Kairo, Aegypten

Hallo,

wir melden uns aus Kairo. Einer riesigen,  beeindruckenden Stadt. Angeblich sind hier am Tag bis zu 15 Millionen Menschen auf den Strassen. Ein paar werden wahrscheinlich jeden Tag auch ueberfahren aber nachdem es hier  so viele gibt merkt man das kaum. Kein Witz gestern sind wir mit unserem Kumpel George ein bisschen flanieren gewesen. Auf dem Weg zu seinem Lieblingscafe hielt er auf eine rote Ampel zu, die auch noch von zwei Polizisten flankiert wurde. Er hat die Polizisten angehupt und ist weiter auf die Kruezung gefahren. Sein Komenntar dazu war. Das sind nur Lichter, die Ampel hat nichts mit der Strasse zu tun … Die Polizisten haben keinerlei Reaktion gezeigt. Zu George gaebe es nun noch einiges zu erzaehlen. Kennengelernt haben wir den guten Mann, als wir Nachts in Kairo ankamen. Wir haben ein Taxi angehalten und der nette Fahrer hat zwei Stunden mit uns das Hotel gesucht. Als wir dann endlich angekommen sind hat er gesagt.

” Ok Jungs, das geht heut aufs Haus. Ich komme in einer Stunde wieder mit meinem privaten Auto und zeig euch ein paar Hotspots von Kairo. Natuerlich auch umsonnst.” Natuerlich.  Seit dem sind wir fast andauernd auf Achse weil der Typ nicht schlaeft. Man sitzt bis 3 Uhr Nachts in einer Bar und trinkt Bier. Danach einen Cafe und ne Shischa. Als wir um 6 dann ins Bett wollten war er ein wenig enttaeuscht, weil er vorhatte noch mit uns ein paar Pferde auszuleihen und mit dem Sonnenaufgang im Ruecken den Pyramiden entgegenzureiten. Verrueckter Typ. Heute haben wir uns dann das Museum angeschaut. Und Morgen machen wir wahrscheinlich die Pyramiden. Um 6 vielleicht mit dem Pferd und Nachmittags dann zu Fuss. Pferde duerfen da nicht rein.

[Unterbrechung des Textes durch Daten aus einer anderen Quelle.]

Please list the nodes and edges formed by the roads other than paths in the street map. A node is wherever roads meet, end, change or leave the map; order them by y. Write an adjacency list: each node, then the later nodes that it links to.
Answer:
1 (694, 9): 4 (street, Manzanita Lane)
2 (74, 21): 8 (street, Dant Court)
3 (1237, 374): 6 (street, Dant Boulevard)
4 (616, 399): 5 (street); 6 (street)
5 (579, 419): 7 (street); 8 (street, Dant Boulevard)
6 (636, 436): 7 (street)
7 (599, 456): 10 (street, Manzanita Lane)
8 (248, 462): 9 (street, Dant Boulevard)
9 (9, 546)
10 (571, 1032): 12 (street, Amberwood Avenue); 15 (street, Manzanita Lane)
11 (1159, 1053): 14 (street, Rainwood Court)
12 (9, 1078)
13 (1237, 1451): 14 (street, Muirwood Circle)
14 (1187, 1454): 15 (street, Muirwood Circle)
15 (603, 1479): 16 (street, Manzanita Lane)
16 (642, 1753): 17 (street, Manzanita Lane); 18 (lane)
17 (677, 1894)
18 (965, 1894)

Achja und vor Kairo waren wir noch in Haifa, die Hafenstadt Isreals. Dort haben wir ein deutsches Maedel kennengelernt und ihren Kollegen Attila aus Rumaenien. Mit denen und einer verrueckten Alten haben wir die Nacht dann in einem russischen Open-Air-Club  durchgezecht. Daher haben wir leider die beruehmten Bahai-Gaerten von Haifa nur von aussen gesehen. Da darf man nur einmal am Tag rein und dass um 12. Ging natuerlich nicht. Maria und Attila wollten uns dann am naechsten Tag eigentlich nach Dahab am roten Meer begleiten und die Arbeit schwaenzen aber haben es sich dann nuechtern anders ueberlegt. So sind wir alleine weiter nach Aegypen und haben drei Tage in einer Bambushuette am Roten Meer verbracht. Ich kann nur sagen das war sehr entspannt. Wir haben sogar ein wenig Gruen gefunden dort in der Wueste am Meer. Palmen ….

Danach gings ab in den Bus, 8 Stunden Fahrt nach Kairo.

Jetzt treffen wir gleich George wieder. Und den Bruckmann der seit zwanzig Stunden schlaeft. Mal schaun ob er jetzt aufstehen will …

Bis zum Dienstag in Muenchen

Leider wieder keinen Kartenleser. Auf der naechsten Reise wird selber einer mitgenommen. Aber in Syrien hatten sie ueberall einen …

 

3 Comments

  1. He Männer,

    wir sind echt stolz auf euch! Da habt ihr es doch tatsächlich bis Kairo geschafft. Hoffentlich habt ihr im Museum noch ein paar Pfund locker gemacht um die alten Pharaonen zu begrüßen. Das ist ein echtes Erlebnis. Wenn ihr dann die Pyramiden besucht, geizt nicht rum und schaut euch die Cheops-Pyramide mal von innen an und saugt feine Energie in der Königskammer auf. Genießt noch die nächsten Tage und bereitet euch schon mal seelisch auf Weißbier und Schweinze vor.

    Ma & Pa

  2. Was zur Hölle hatte es eigentlich mit dieser Bambushütte auf sich?^^ Wie darf man sich das vorstellen?

  3. Das mit der Bambushütte würde mich auch mal interessieren? Hört sich interessant an.